------ SUPPLIED ENTRIES

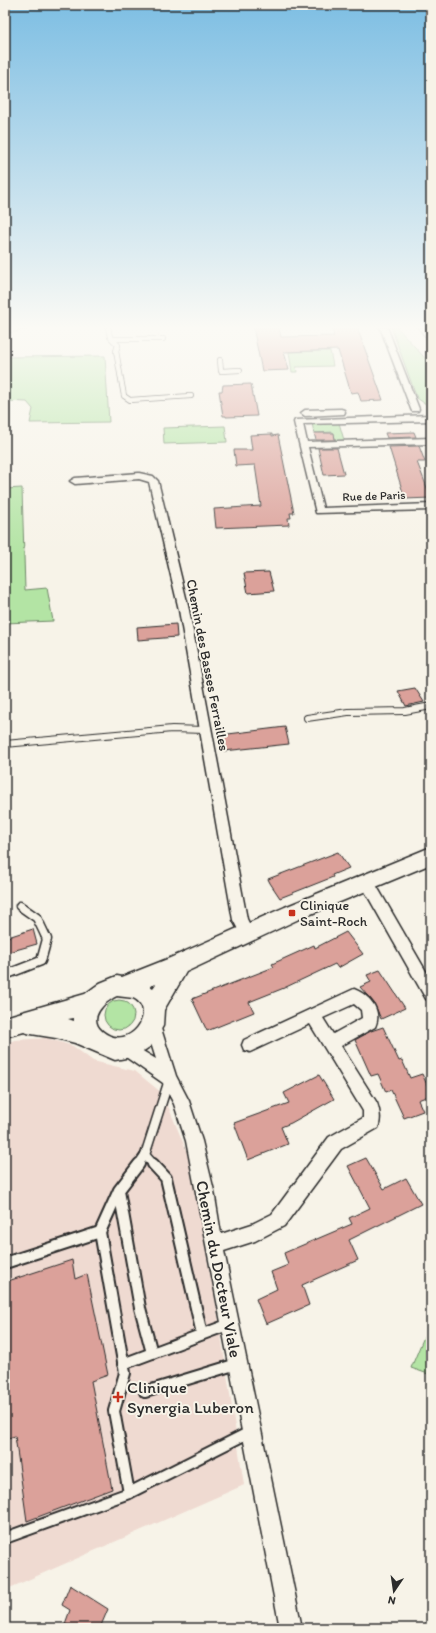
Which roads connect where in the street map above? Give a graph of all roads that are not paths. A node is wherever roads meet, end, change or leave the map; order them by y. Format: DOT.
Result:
graph roads {
  1 [pos="409,403"];
  2 [pos="426,409"];
  3 [pos="352,411"];
  4 [pos="305,413"];
  5 [pos="431,418"];
  6 [pos="431,441"];
  7 [pos="303,445"];
  8 [pos="74,481"];
  9 [pos="431,507"];
  10 [pos="431,706"];
  11 [pos="307,718"];
  12 [pos="205,730"];
  13 [pos="5,744"];
  14 [pos="431,855"];
  15 [pos="367,882"];
  16 [pos="20,906"];
  17 [pos="247,933"];
  18 [pos="178,965"];
  19 [pos="5,975"];
  20 [pos="125,986"];
  21 [pos="431,994"];
  22 [pos="90,1003"];
  23 [pos="314,1015"];
  24 [pos="153,1016"];
  25 [pos="13,1025"];
  26 [pos="94,1040"];
  27 [pos="331,1043"];
  28 [pos="250,1045"];
  29 [pos="126,1048"];
  30 [pos="169,1078"];
  31 [pos="145,1155"];
  32 [pos="119,1190"];
  33 [pos="100,1232"];
  34 [pos="214,1245"];
  35 [pos="5,1263"];
  36 [pos="230,1324"];
  37 [pos="202,1334"];
  38 [pos="152,1353"];
  39 [pos="238,1363"];
  40 [pos="123,1364"];
  41 [pos="145,1392"];
  42 [pos="251,1431"];
  43 [pos="129,1493"];
  44 [pos="5,1538"];
  45 [pos="291,1628"];
  1 -- 2 [label="street"];
  3 -- 4 [label="street"];
  5 -- 7 [label="street"];
  6 -- 7 [label="street"];
  7 -- 9 [label="street, Rue de Paris"];
  8 -- 12 [label="street, Chemin des Basses Ferrailles"];
  10 -- 11 [label="lane"];
  12 -- 13 [label="lane"];
  12 -- 17 [label="street, Chemin des Basses Ferrailles"];
  14 -- 15 [label="street"];
  15 -- 17 [label="street"];
  15 -- 21 [label="street"];
  16 -- 19 [label="lane"];
  17 -- 18 [label="street"];
  18 -- 20 [label="street"];
  18 -- 24 [label="street"];
  20 -- 22 [label="street"];
  20 -- 24 [label="street"];
  22 -- 25 [label="street"];
  22 -- 26 [label="street"];
  23 -- 27 [label="street"];
  23 -- 27 [label="street"];
  23 -- 28 [label="street"];
  24 -- 29 [label="street"];
  24 -- 30 [label="street, Chemin du Docteur Viale"];
  25 -- 26 [label="street"];
  26 -- 29 [label="street"];
  27 -- 34 [label="street"];
  29 -- 30 [label="street, Chemin du Docteur Viale"];
  30 -- 31 [label="lane"];
  30 -- 34 [label="street, Chemin du Docteur Viale"];
  31 -- 32 [label="lane"];
  31 -- 37 [label="lane"];
  32 -- 33 [label="lane"];
  32 -- 38 [label="lane"];
  33 -- 35 [label="lane"];
  33 -- 40 [label="lane"];
  34 -- 36 [label="street, Chemin du Docteur Viale"];
  36 -- 37 [label="lane"];
  36 -- 39 [label="street, Chemin du Docteur Viale"];
  37 -- 38 [label="lane"];
  38 -- 40 [label="lane"];
  39 -- 41 [label="lane"];
  39 -- 42 [label="street, Chemin du Docteur Viale"];
  40 -- 43 [label="lane"];
  42 -- 43 [label="lane"];
  42 -- 45 [label="street, Chemin du Docteur Viale"];
  43 -- 44 [label="lane"];
}
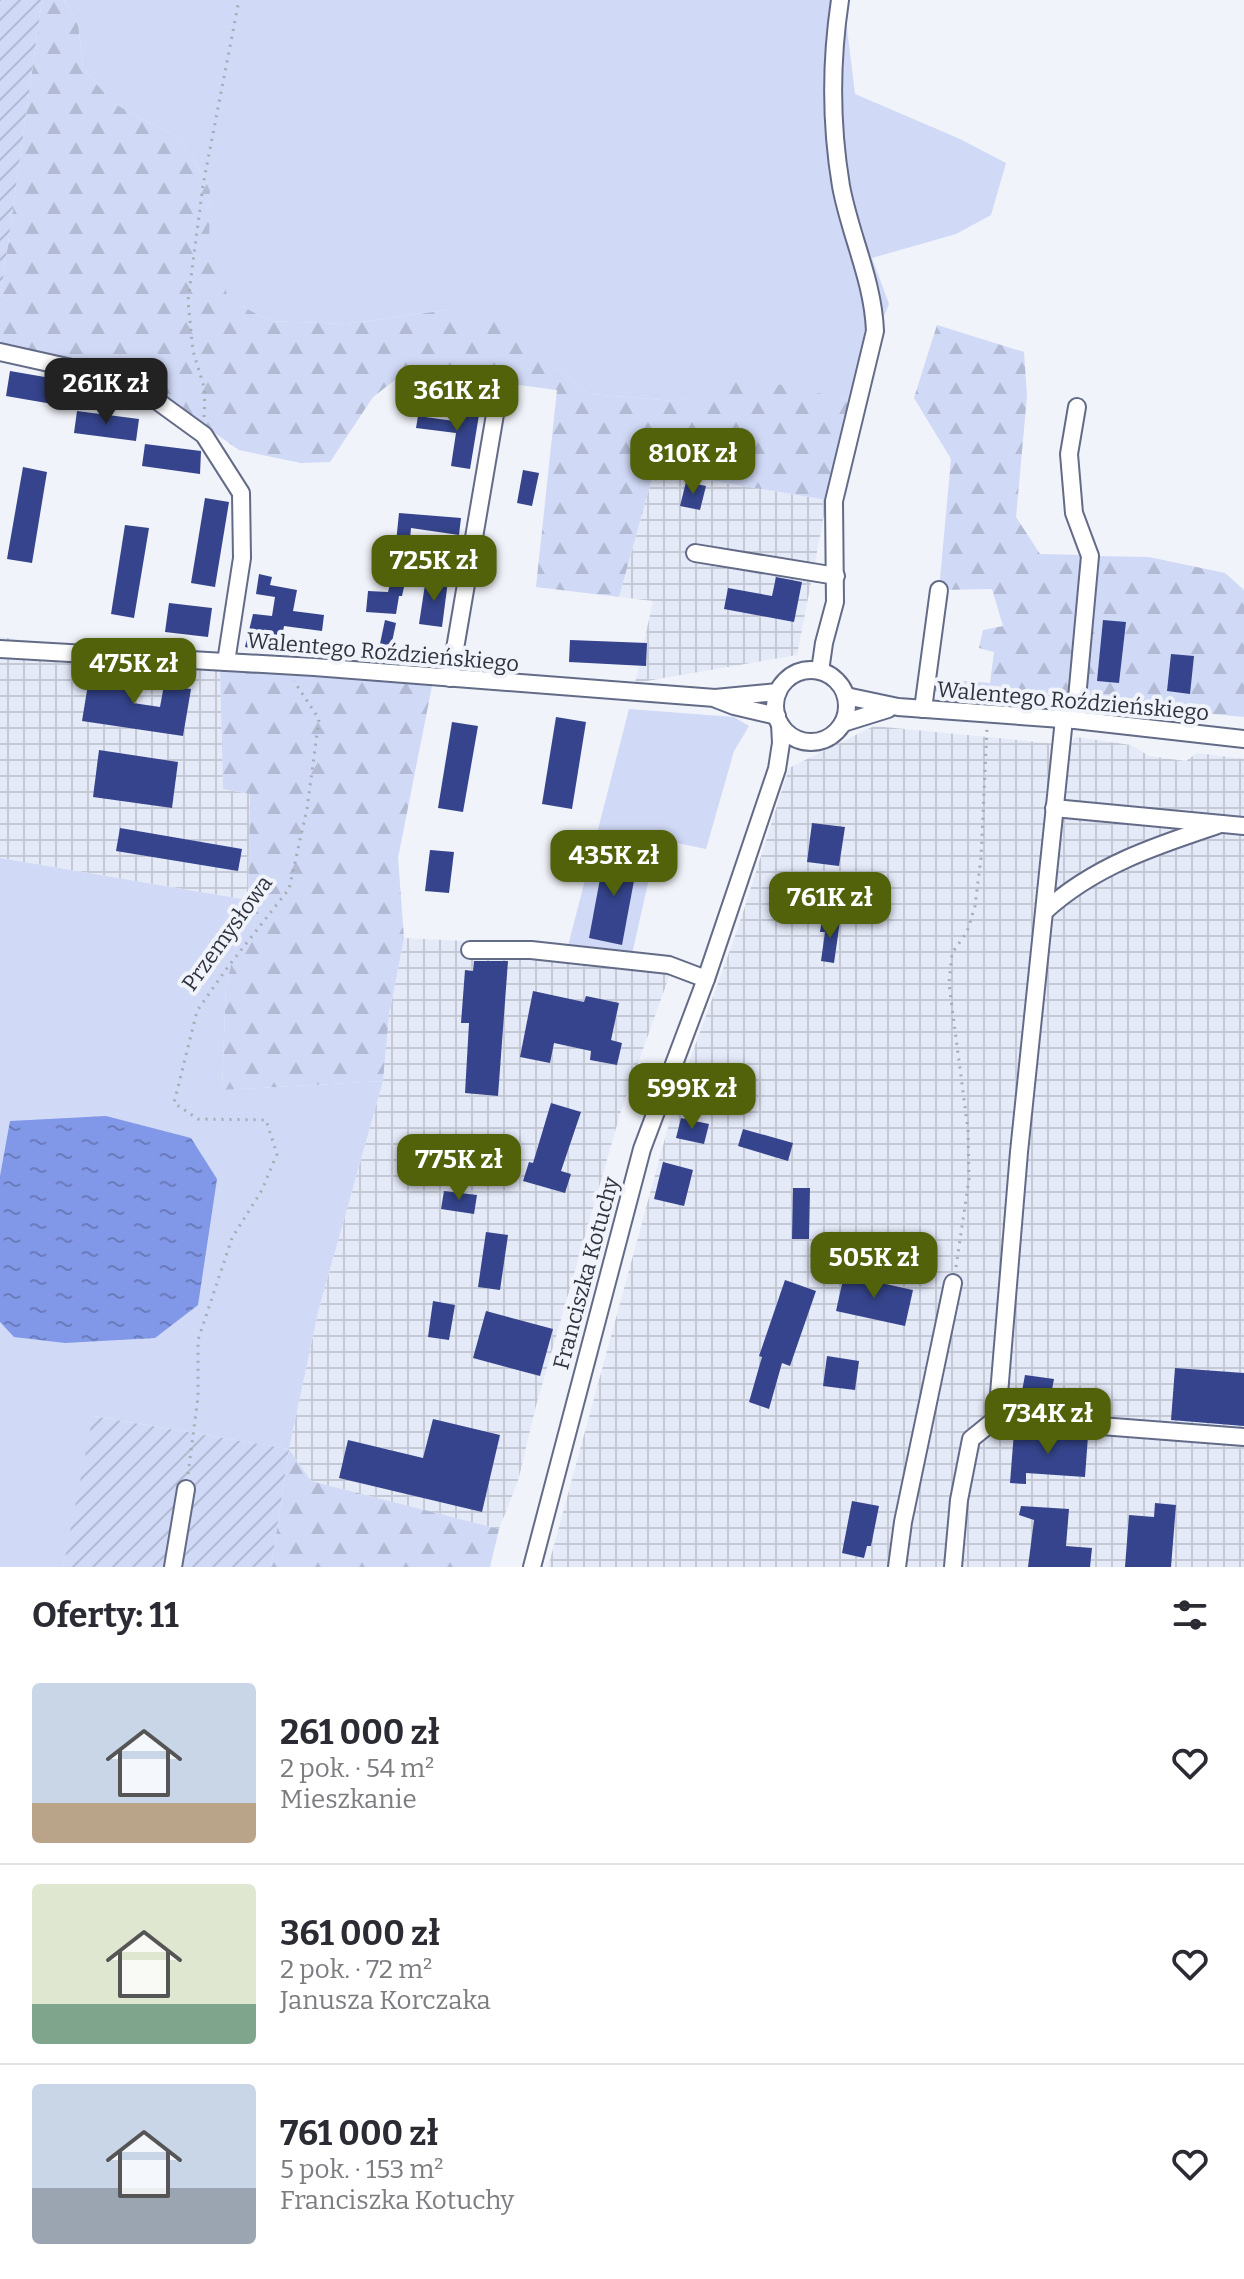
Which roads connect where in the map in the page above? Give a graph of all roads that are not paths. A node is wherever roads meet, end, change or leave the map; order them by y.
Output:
1 (840, 0) edge
2 (0, 352) edge
3 (499, 391) dead end
4 (1077, 407) dead end
5 (695, 553) dead end
6 (836, 576) junction
7 (939, 590) dead end
8 (0, 649) edge
9 (226, 662) junction
10 (820, 671) junction
11 (450, 678) junction
12 (778, 692) junction
13 (846, 696) junction
14 (715, 698) junction
15 (898, 707) junction
16 (923, 709) junction
17 (778, 720) junction
18 (1069, 720) junction
19 (843, 723) junction
20 (1244, 739) edge
21 (806, 742) junction
22 (777, 769) junction
23 (1054, 808) junction
24 (1221, 824) junction
25 (1244, 826) edge
26 (1045, 911) junction
27 (470, 950) dead end
28 (706, 979) junction
29 (953, 1283) road end
30 (997, 1418) junction
31 (1244, 1437) edge
32 (186, 1489) road end
33 (173, 1567) edge
34 (532, 1567) edge
35 (897, 1567) edge
36 (953, 1567) edge

1 - 6 street
2 - 9 street
3 - 11 street
4 - 18 street
5 - 6 street
6 - 10 street
7 - 16 street
8 - 9 street, Walentego Roździeńskiego
9 - 11 street, Walentego Roździeńskiego
10 - 12 street
10 - 13 street
11 - 14 street, Walentego Roździeńskiego
12 - 14 street, Walentego Roździeńskiego
12 - 17 street
13 - 15 street, Walentego Roździeńskiego
13 - 19 street
14 - 17 street, Walentego Roździeńskiego
15 - 16 street, Walentego Roździeńskiego
15 - 19 street, Walentego Roździeńskiego
16 - 18 street, Walentego Roździeńskiego
17 - 21 street
17 - 22 street, Franciszka Kotuchy
18 - 20 street, Walentego Roździeńskiego
18 - 23 street
19 - 21 street
21 - 22 street, Franciszka Kotuchy
22 - 28 street, Franciszka Kotuchy
23 - 24 street
23 - 26 street
24 - 25 street
24 - 26 street
26 - 30 street
27 - 28 street
28 - 34 street, Franciszka Kotuchy
29 - 35 street
30 - 31 street
30 - 36 street
32 - 33 street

------------

TASK TO CARRY OUT. Whenever a line above has the word "dead" in it, copy that line.

SOLUTION FOR THIS TASK.
3 (499, 391) dead end
4 (1077, 407) dead end
5 (695, 553) dead end
7 (939, 590) dead end
27 (470, 950) dead end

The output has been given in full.